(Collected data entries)

···

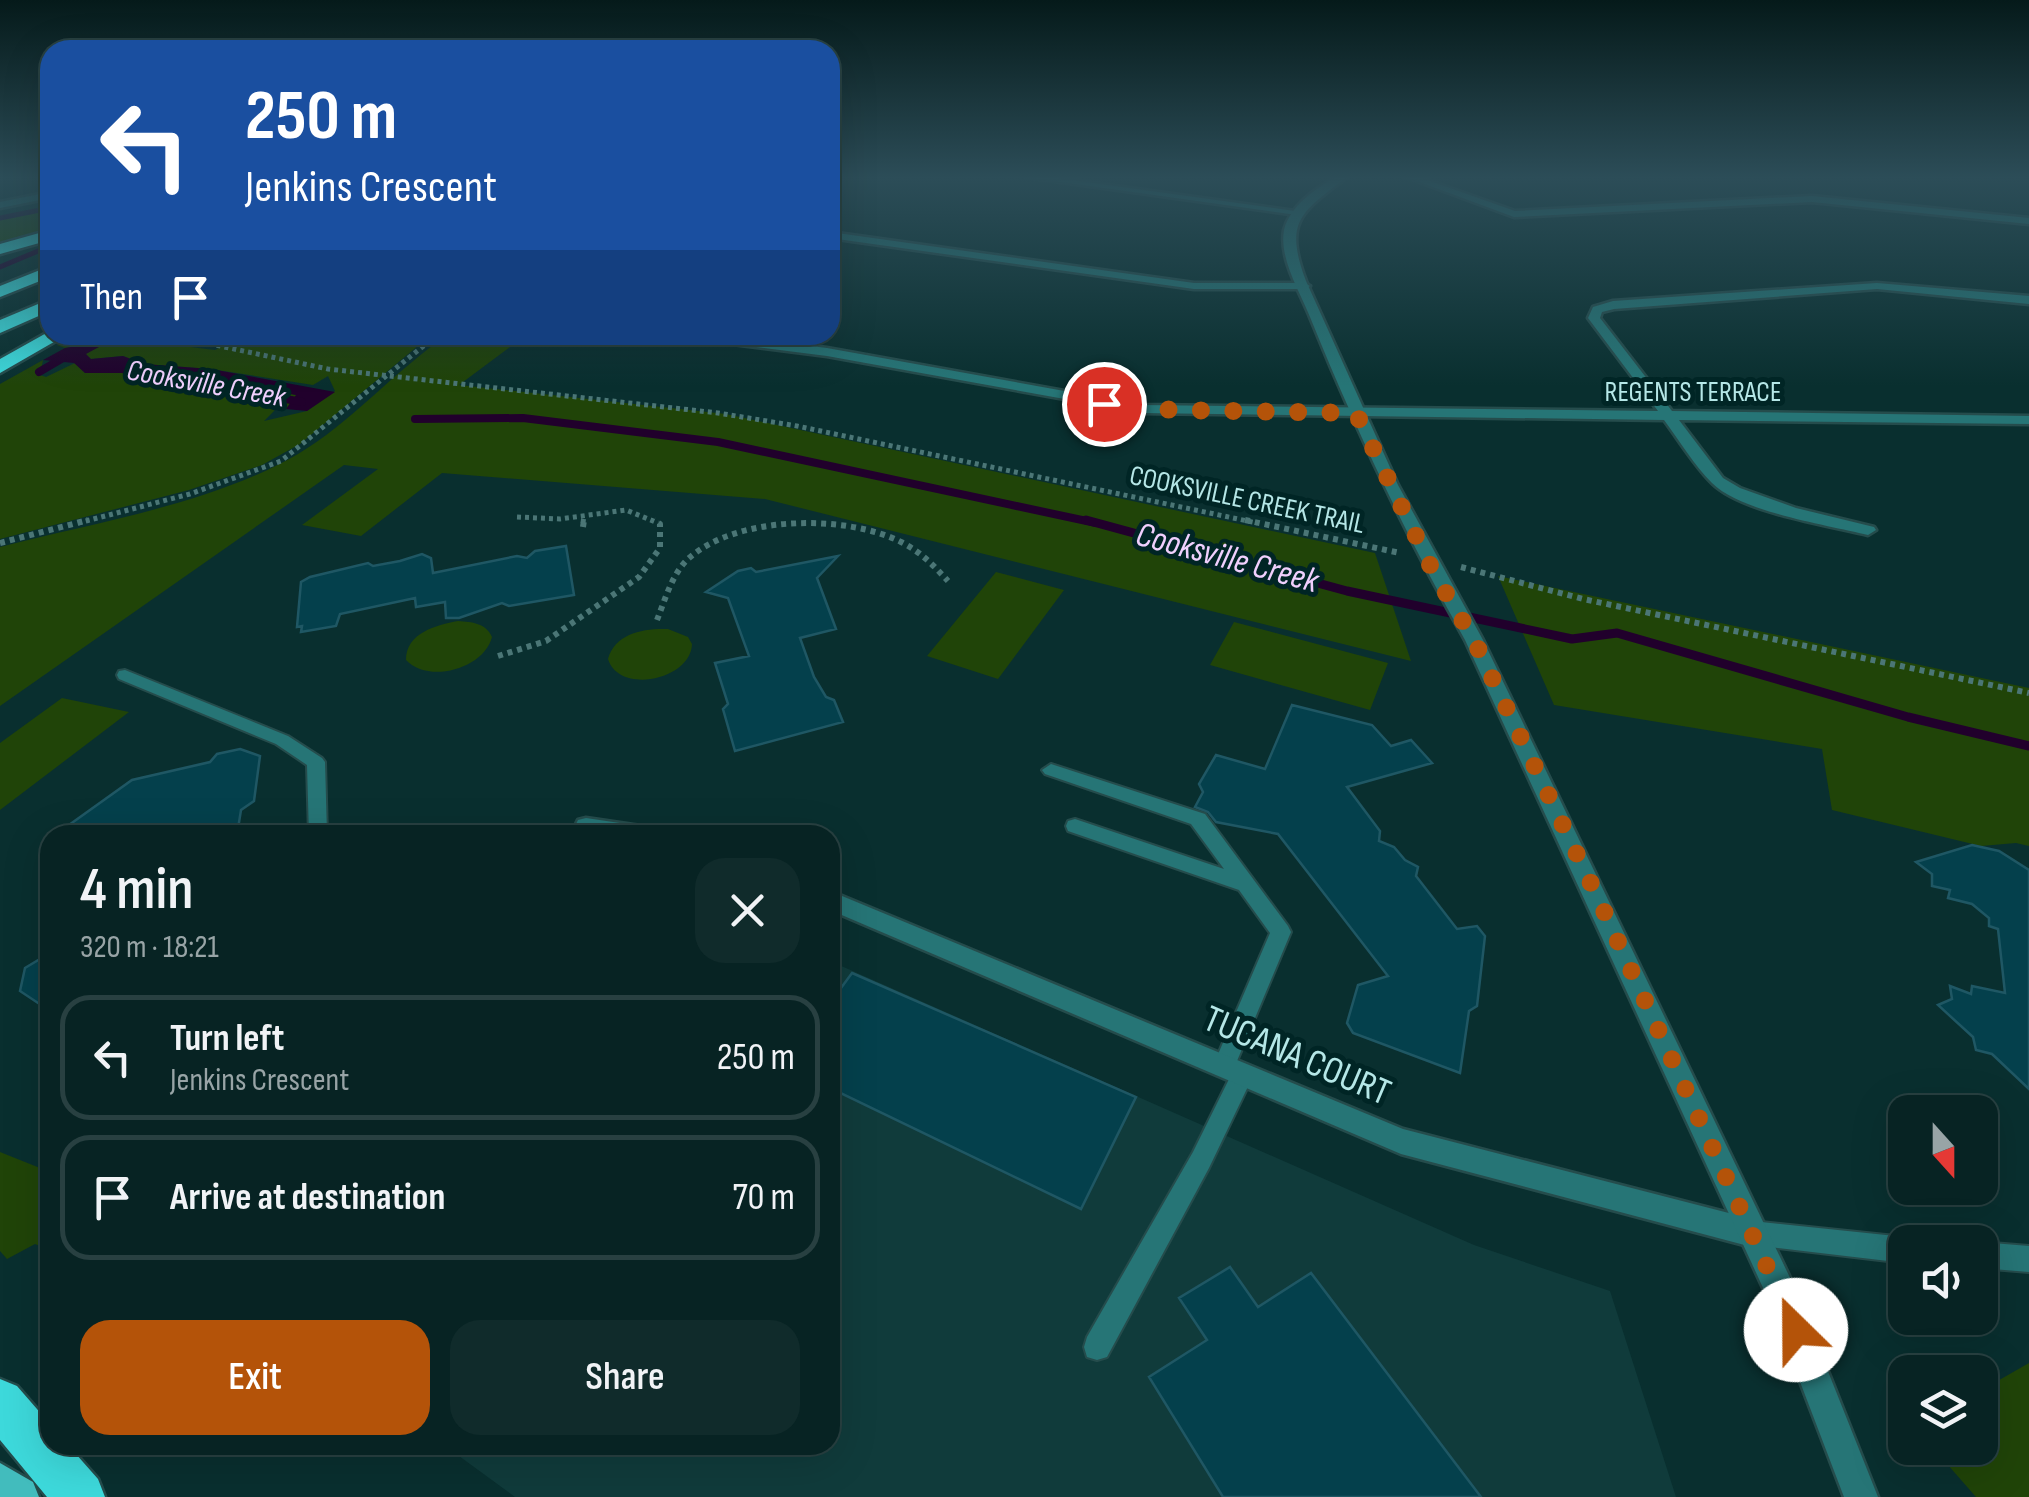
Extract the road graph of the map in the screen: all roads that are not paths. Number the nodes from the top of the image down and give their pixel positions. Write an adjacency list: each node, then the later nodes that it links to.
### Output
1 (920, 247): 4 (street)
2 (1292, 247): 4 (street)
3 (40, 274): 5 (highway)
4 (1304, 286): 12 (street)
5 (0, 292)
6 (2029, 300): 13 (street)
7 (40, 309): 8 (highway)
8 (0, 327)
9 (40, 344): 11 (highway)
10 (771, 345): 12 (street, REGENTS TERRACE)
11 (0, 367)
12 (1356, 413): 13 (street, REGENTS TERRACE); 23 (street)
13 (1668, 417): 14 (street, REGENTS TERRACE); 15 (street)
14 (2029, 420)
15 (1868, 530)
16 (126, 675): 18 (lane)
17 (1051, 770): 20 (lane)
18 (318, 825)
19 (1076, 826): 20 (lane)
20 (1246, 884): 22 (lane)
21 (840, 904): 22 (street, TUCANA COURT)
22 (1234, 1070): 23 (street, TUCANA COURT); 27 (lane)
23 (1752, 1233): 24 (lane); 34 (street)
24 (1888, 1248)
25 (1998, 1256): 26 (lane)
26 (2029, 1259)
27 (1096, 1347)
28 (0, 1403): 29 (highway)
29 (40, 1450)
30 (44, 1455): 33 (highway)
31 (0, 1484): 32 (main road)
32 (18, 1497)
33 (80, 1497)
34 (1861, 1497)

···

◆ Problem statement ◆
Could you set down every entry above exactly as it stands, with no images?

◆ Task result ◆
Extract the road graph of the map in the screen: all roads that are not paths. Number the nodes from the top of the image down and give their pixel positions. Write an adjacency list: each node, then the later nodes that it links to.
### Output
1 (920, 247): 4 (street)
2 (1292, 247): 4 (street)
3 (40, 274): 5 (highway)
4 (1304, 286): 12 (street)
5 (0, 292)
6 (2029, 300): 13 (street)
7 (40, 309): 8 (highway)
8 (0, 327)
9 (40, 344): 11 (highway)
10 (771, 345): 12 (street, REGENTS TERRACE)
11 (0, 367)
12 (1356, 413): 13 (street, REGENTS TERRACE); 23 (street)
13 (1668, 417): 14 (street, REGENTS TERRACE); 15 (street)
14 (2029, 420)
15 (1868, 530)
16 (126, 675): 18 (lane)
17 (1051, 770): 20 (lane)
18 (318, 825)
19 (1076, 826): 20 (lane)
20 (1246, 884): 22 (lane)
21 (840, 904): 22 (street, TUCANA COURT)
22 (1234, 1070): 23 (street, TUCANA COURT); 27 (lane)
23 (1752, 1233): 24 (lane); 34 (street)
24 (1888, 1248)
25 (1998, 1256): 26 (lane)
26 (2029, 1259)
27 (1096, 1347)
28 (0, 1403): 29 (highway)
29 (40, 1450)
30 (44, 1455): 33 (highway)
31 (0, 1484): 32 (main road)
32 (18, 1497)
33 (80, 1497)
34 (1861, 1497)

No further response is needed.